Lo scrive oggi (mercoledì, ndr) anche il New York Times: se l'Ucraina dovesse entrare nel blocco occidentale, Mosca prenderà misure di ritorsione sia militari che economiche. Ho letto una parte  delle oltre 900 pagine del documento che si sarebbe dovuto firmare a Vilnius. Prevedevano scelte molto drastiche, con  le imprese ucraine costrette a rompere qualsiasi legame con quelle russe. Tutte le esportazioni alimentari ucraine verso la Russia avrebbero avuto  seri ostacoli, in quanto l’Ucraina avrebbe dovuto cambiare il regime di tassazione, di controlli sanitari, di parametri tecnici di verifica delle merci: tutte modifiche costose a carico di ucraini e russi. Il cambio di campo dell’Ucraina modificherebbe completamente i rapporti economici e commerciali con la Russia, che sono oggi assolutamente prevalenti. Proviamo a metterci nei panni della Russia. Qualunque paese, in una tale situazione, sarebbe perfino costretto a prendere contromisure.

- La scelta occidentale di forzare la situazione in Ucraina può essere letta come il tentativo degli Stati Uniti di mandare un messaggio chiaro alla Russia su altri fronti, soprattutto per quel che riguarda il Medio Oriente?
 Le strategie delle grandi potenze non sono mai monodimensionali. Ci sono tanti fronti che sono aperti simultaneamente e si influenzano vicendevolmente. Magari c'è stata una certa autonomia europea in Ucraina, ma una parte della sua azione dipende da obiettivi strategici e geopolitici che gli Stati Uniti stanno perseguendo: non c'è il minimo dubbio a proposito. La teoria di Brzezinski sull'accerchiamento progressivo della Russia non è mai stata abbandonata: gli europei sono soggetti che seguono ed eseguono queste direttive. La crisi dell'Ucraina è un grande gioco sporco. Non c'era alcun bisogno in questo momento di accelerare sulla questione dell’accesso all’Unione Europea, ed esiste il rischio che anche in Georgia (che invece ha firmato) le tensioni si possano a breve accentuare.

- L'amicizia personale di Silvio Berlusconi con Putin è stata una assoluta peculiarità nei rapporti del presidente russo con un leader europeo. Si può dire a distanza di qualche anno che i progetti energetici dell'ex premier italiano possano aver dato fastidio a qualcuno? 

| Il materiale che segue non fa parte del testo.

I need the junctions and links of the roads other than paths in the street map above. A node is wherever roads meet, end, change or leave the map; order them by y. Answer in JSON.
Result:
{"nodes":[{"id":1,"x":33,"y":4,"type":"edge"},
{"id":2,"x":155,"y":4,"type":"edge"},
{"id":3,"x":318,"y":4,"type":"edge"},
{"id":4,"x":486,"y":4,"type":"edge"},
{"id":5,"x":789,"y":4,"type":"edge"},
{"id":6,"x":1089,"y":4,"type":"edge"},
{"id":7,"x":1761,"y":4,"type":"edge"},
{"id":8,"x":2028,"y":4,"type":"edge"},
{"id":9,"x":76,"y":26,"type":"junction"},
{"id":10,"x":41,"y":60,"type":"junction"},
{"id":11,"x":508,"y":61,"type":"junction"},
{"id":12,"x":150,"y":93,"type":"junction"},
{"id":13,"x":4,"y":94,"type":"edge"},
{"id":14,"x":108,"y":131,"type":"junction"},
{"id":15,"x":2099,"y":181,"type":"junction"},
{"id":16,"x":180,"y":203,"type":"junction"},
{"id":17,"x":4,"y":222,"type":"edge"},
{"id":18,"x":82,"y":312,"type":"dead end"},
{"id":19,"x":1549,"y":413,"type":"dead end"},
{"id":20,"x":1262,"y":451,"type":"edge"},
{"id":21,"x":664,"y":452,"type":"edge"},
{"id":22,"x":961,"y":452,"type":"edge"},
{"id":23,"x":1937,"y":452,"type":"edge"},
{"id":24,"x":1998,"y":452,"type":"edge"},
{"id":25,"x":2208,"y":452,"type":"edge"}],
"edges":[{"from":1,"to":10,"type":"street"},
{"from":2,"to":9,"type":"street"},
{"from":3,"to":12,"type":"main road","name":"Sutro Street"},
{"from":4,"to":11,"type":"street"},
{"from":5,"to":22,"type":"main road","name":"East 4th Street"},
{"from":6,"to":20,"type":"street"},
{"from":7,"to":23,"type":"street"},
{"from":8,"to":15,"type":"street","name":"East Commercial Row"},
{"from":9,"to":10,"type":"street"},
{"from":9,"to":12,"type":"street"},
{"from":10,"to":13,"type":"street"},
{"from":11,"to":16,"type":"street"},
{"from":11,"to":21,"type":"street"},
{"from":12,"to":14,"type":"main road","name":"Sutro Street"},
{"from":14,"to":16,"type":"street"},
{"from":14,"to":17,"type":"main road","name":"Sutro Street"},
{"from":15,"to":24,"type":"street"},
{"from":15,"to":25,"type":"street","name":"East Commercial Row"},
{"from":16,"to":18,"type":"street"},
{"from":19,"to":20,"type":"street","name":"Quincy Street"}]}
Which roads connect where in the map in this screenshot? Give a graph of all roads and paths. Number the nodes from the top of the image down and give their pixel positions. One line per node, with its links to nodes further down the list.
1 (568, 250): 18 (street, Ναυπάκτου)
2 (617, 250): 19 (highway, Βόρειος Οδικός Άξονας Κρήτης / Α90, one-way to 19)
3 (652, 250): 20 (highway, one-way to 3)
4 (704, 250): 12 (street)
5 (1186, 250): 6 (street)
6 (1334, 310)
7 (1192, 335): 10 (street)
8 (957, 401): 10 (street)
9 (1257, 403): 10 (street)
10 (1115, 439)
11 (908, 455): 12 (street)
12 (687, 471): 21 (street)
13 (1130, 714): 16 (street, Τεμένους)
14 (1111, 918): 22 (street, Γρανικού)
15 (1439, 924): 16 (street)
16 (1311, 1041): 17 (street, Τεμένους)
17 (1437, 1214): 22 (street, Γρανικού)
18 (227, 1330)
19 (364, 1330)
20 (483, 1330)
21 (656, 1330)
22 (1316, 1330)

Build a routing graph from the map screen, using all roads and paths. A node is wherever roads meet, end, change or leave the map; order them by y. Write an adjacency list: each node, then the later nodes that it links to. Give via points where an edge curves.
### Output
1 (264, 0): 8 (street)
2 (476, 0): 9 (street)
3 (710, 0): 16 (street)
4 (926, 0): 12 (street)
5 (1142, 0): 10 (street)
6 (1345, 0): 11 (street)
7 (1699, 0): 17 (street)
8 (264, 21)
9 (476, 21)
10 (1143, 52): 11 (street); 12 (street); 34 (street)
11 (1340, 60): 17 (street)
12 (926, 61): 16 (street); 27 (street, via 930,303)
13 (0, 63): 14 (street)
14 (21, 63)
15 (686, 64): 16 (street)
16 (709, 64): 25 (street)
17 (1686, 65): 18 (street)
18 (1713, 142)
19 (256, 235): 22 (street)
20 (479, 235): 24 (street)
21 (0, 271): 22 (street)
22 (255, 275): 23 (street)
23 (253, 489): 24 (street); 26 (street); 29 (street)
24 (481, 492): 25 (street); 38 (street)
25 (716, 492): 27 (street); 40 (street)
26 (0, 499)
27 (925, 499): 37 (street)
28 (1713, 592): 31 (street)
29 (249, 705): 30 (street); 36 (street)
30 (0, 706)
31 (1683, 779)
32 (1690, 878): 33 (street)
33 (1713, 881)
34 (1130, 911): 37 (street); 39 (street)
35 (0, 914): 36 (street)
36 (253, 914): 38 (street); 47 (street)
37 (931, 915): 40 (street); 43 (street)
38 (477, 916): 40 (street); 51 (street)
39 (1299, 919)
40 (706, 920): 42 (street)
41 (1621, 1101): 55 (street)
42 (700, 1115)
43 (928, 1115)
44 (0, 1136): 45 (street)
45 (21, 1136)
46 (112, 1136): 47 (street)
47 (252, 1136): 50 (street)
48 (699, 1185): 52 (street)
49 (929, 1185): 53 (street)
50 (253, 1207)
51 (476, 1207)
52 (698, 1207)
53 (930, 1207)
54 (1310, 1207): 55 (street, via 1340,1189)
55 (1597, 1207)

Non è certo un grande statista, ma Berlusconi aveva capito che tutta la politica americana verso la Russia non era in linea con il perseguimento dei suoi obiettivi. La sua politica estera è così entrata in collisione con Washington. Come la Germania era riuscita a bypassare Polonia e le repubbliche baltiche, facendo arrivare il gas russo in modo diretto attraverso il  North Stream, il progetto di Berlusconi con il South Stream era quello di collegare il sud dell'Europa al gas russo aggirando l'Ucraina. “Un giorno l'Europa mi sarà grata perché l'energia arriverà attraverso le vie che ho aiutato ad aprire”, aveva dichiarato Berlusconi, che si candidava a divenire un partner privilegiato di lungo periodo con la Russia. Questo ha dato fastidio. Se si vuole una contrapposizione tra Russia ed Europa, si deve trovare il modo di impedire che i russi vendano il gas all'Europa. In tal modo non solo si allenta la cooperazione tra Europa e Russia, ma si costringe l’Europa a comprare l’energia che arriverà dagli Stati Uniti, nel frattempo divenuti nuovamente esportatori di gas. Gas molto più economico di quello russo, ma proveniente dagli scisti bituminosi, che sono devastanti per il riscaldamento climatico e per gli equilibri ecologici. Più energia ai danni dell’ecosistema. E un’Europa sempre più incatenata al carro americano. Poveretti gli ucraini.